En outre, le rapport passe sous silence le fait que notre système judiciaire a amorcé, même de manière restreinte, une mue dans une optique d’attractivité internationale. C’est ainsi que le tribunal de commerce de Paris, à l’instar d’autres juridictions européennes, a annoncé la création en son sein d’une chambre spécifiquement dédiée au contentieux international, avec notamment la possibilité de voir l’instance se dérouler en langue anglaise.

Il est en revanche possible de rejoindre pleinement les auteurs du rapport quand ils indiquent que l’avocat français vise davantage à « garder l’amour de ses pairs » qu’à être forcément le plus efficace (p. 54). Et de prôner, de manière très logique, une plus grande porosité entre toutes les professions du droit, notamment entre avocats et juges (p. 57 et s.).

Enfin, dans ce dernier chapitre, les auteurs du rapport envisagent la mobilité géographique comme moyen d’avancement des avocats : « la mobilité géographique est signe de maturité et d’avancement de leur carrière » (p. 55). Comment contester cette affirmation…

Dans la même veine, il est préconisé une meilleure maîtrise des langues étrangères, comme condition essentielle de la fluidité de la pratique professionnelle de l’avocat (p. 55). Il faut tout de même rapprocher ce vœu (pieux ?) des modalités, récemment réformées, de l’examen d’entrée dans les CRFPA : il faut en effet savoir qu’à partir de 2021, les candidats ne pourront que subir une épreuve d’anglais dans le cadre de l’épreuve (d’admission) de langue. Est-ce vraiment là la conception de l’ouverture à l’étranger, qui consisterait à tourner le dos au monde non anglo-saxon ?

Conclusion

La profession d’avocat s’interroge sur les conditions de sa survie. Une plus grande ouverture est prônée, de même qu’un éloignement de l’apparent confort d’un statut traditionnel. Le renforcement de la déontologie devrait accompagner ces changements.

Le rapport s’achève sur une note d’optimisme. Il convient toutefois de nuancer cette dernière d’une bonne dose de réalisme : les avocats existeront toujours, mais sous quelle(s) forme(s) ?

Michel ATTAL

III – Discipline

L’impartialité des acteurs de la procédure disciplinaire. Poursuivi et jugé par ses pairs, l’avocat suspecté d’avoir commis une infraction déontologique peut légitimement douter de l’impartialité des différents acteurs de la procédure disciplinaire85, comme l’illustrent les arrêts rendus le 5 juillet 2017 et le 5 janvier 2017 par la Cour de cassation.
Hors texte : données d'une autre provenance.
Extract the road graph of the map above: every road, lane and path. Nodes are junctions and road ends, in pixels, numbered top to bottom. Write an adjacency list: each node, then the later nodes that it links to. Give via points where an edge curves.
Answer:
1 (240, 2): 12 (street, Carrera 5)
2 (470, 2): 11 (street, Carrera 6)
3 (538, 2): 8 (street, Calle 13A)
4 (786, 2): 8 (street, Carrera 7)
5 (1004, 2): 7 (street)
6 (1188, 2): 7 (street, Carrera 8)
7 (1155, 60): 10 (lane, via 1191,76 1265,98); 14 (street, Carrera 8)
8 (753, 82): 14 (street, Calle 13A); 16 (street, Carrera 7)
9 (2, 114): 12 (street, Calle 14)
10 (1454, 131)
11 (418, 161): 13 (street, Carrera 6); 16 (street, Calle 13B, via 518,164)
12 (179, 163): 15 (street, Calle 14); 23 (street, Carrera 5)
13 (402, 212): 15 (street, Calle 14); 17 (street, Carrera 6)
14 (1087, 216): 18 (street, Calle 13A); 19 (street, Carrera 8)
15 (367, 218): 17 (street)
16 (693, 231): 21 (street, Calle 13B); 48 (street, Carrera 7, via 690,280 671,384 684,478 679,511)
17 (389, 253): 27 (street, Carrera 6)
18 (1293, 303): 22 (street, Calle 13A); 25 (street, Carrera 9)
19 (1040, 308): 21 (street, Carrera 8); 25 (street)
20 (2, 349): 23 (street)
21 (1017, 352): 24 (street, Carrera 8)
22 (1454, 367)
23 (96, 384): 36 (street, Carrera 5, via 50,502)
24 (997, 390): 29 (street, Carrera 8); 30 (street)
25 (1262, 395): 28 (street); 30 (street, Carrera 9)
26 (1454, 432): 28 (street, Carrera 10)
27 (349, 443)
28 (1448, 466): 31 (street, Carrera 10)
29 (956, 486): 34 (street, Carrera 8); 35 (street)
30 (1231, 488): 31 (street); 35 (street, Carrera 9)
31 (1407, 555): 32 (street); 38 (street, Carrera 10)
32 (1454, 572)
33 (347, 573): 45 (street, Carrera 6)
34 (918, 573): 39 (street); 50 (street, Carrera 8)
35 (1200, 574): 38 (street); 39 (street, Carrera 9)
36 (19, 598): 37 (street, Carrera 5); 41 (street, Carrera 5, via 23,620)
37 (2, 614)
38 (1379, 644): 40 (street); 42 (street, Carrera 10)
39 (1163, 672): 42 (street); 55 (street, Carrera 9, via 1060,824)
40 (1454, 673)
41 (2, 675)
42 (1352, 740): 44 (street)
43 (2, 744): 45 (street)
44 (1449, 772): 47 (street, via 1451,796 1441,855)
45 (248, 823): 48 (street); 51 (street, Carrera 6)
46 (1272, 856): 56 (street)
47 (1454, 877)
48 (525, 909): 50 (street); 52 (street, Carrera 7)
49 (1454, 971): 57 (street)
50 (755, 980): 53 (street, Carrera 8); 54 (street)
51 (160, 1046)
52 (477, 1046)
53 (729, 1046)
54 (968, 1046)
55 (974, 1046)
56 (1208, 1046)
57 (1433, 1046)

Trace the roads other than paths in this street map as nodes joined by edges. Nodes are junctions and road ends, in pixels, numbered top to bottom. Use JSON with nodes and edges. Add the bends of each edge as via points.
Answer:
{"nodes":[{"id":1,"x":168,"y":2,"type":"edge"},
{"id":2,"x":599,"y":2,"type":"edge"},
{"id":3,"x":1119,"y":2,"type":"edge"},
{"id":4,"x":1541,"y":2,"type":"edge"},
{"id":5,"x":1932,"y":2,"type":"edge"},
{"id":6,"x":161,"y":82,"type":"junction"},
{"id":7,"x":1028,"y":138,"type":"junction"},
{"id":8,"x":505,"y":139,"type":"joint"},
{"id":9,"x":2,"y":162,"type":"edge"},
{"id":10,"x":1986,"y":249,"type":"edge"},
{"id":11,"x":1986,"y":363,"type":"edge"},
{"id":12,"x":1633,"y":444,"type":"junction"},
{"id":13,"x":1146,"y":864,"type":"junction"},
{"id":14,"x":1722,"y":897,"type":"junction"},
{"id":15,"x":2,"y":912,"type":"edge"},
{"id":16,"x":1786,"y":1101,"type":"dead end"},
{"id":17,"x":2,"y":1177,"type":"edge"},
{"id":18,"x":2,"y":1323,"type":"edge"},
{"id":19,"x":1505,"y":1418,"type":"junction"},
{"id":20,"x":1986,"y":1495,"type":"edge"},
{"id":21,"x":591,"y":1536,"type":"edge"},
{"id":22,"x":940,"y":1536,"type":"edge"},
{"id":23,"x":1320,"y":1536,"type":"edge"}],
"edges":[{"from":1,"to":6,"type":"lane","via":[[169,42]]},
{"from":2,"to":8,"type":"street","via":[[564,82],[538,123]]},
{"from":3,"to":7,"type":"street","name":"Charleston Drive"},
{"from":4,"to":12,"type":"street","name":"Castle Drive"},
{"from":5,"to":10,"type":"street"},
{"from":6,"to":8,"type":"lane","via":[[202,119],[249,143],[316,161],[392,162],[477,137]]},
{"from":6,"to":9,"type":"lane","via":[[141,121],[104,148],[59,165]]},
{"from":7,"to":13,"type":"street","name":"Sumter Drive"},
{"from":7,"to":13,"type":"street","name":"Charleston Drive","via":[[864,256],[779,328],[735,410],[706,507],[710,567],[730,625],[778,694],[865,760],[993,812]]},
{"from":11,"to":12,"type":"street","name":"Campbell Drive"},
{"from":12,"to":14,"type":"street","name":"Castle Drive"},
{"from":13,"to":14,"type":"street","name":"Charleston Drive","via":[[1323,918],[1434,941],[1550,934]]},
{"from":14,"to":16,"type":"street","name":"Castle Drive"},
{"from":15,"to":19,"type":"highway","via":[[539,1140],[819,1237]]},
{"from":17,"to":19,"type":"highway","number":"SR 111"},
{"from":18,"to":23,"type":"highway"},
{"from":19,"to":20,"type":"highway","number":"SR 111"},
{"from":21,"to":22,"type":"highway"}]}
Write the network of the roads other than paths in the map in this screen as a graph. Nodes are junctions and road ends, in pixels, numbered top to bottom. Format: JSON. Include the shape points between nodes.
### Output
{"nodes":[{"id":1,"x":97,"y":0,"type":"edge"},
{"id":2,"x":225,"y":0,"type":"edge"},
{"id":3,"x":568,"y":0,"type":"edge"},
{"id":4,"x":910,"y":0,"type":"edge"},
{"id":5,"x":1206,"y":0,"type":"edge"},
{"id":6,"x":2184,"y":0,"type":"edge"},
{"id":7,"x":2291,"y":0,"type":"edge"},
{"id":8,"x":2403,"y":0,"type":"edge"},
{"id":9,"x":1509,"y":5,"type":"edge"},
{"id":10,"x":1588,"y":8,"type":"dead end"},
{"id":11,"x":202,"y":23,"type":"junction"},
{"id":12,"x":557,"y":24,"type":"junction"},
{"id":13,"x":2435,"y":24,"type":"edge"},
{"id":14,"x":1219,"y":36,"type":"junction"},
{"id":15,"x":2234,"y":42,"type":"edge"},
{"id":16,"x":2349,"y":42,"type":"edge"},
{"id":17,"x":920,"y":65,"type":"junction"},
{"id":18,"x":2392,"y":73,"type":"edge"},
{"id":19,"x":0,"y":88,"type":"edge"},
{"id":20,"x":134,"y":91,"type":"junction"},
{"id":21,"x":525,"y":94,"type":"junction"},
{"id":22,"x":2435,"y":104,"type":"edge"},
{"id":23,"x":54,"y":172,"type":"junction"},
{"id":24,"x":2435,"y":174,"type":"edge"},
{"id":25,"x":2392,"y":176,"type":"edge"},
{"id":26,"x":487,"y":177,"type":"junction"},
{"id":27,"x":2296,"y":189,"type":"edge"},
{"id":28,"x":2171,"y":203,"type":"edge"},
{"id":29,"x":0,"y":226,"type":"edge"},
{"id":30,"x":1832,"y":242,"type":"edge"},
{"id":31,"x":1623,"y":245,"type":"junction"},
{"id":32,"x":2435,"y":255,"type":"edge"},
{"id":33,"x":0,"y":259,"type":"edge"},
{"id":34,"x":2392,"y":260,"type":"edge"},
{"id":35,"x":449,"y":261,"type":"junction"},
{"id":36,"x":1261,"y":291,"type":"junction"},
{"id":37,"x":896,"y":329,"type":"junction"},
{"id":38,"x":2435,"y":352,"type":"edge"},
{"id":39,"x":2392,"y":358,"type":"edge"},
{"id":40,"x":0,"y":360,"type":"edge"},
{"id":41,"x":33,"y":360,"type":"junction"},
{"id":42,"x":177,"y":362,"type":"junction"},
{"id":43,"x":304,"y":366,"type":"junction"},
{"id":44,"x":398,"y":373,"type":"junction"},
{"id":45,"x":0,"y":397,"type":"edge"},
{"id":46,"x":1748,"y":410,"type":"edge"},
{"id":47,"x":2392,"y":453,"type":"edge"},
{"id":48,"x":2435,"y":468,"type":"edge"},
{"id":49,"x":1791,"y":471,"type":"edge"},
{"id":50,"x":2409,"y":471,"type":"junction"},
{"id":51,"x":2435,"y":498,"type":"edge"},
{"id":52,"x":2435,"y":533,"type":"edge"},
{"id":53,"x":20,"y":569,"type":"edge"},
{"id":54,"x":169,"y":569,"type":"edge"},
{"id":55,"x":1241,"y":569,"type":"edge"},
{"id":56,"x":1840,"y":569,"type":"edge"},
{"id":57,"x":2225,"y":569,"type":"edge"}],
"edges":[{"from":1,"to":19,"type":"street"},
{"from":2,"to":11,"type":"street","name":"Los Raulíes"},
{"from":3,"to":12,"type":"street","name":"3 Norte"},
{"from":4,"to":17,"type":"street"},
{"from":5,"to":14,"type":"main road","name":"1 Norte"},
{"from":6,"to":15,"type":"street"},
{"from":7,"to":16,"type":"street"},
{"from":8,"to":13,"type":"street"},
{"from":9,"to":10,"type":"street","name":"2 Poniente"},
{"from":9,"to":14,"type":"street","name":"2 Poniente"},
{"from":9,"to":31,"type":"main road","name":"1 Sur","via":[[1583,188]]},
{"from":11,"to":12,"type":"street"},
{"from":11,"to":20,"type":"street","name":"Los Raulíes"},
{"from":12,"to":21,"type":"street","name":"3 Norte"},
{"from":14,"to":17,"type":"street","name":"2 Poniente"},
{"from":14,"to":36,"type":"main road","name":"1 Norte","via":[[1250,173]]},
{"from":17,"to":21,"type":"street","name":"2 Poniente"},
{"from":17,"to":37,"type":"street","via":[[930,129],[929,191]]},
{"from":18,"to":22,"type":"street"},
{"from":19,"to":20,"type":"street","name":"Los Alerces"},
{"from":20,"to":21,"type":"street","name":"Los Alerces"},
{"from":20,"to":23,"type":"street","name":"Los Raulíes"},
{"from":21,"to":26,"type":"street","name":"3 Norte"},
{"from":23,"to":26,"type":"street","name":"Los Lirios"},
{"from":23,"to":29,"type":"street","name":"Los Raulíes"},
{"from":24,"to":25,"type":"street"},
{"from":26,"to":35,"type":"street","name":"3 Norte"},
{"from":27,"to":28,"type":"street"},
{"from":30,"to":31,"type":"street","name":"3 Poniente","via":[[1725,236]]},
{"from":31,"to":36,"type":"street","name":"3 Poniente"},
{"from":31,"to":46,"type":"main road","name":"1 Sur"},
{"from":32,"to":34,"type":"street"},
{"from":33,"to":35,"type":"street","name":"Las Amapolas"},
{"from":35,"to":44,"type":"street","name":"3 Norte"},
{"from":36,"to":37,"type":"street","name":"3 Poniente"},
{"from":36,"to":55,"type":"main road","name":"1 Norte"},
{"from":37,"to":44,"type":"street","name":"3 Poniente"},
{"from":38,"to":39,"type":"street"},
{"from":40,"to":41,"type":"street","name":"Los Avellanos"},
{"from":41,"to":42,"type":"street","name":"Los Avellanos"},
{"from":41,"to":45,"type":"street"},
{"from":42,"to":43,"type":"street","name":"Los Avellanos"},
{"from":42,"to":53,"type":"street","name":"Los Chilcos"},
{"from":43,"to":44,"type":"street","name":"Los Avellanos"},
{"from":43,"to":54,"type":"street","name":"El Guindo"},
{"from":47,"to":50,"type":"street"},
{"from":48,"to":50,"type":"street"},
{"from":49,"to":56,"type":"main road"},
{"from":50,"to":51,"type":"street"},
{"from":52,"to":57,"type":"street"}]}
Dans la première occurrence susmentionnée86, la suspicion de l’avocat pouvait paraître exacerbée étant donné que la plupart des protagonistes de la procédure disciplinaire étaient accusés de partialité. L’avocat en question avait fait l’objet de poursuites disciplinaires initiées par le bâtonnier, pour plusieurs manquements à ses obligations déontologiques. Lui étaient reprochés des retards de paiement d’impôts et de plusieurs cotisations ordinales, des refus ou réticences à transmettre les dossiers des clients aux confrères lui succédant, un refus de paiement des honoraires de postulation et une attitude discourtoise à l’endroit du bâtonnier. Condamné pour ces faits par la juridiction disciplinaire, puis par la cour d’appel de Nancy, l’avocat avait formé un pourvoi mettant notamment en cause l’impartialité de plusieurs acteurs de la procédure disciplinaire initiée contre lui. Après avoir détricoté méticuleusement l’ensemble de son argumentaire, la Cour de cassation rejette le pourvoi.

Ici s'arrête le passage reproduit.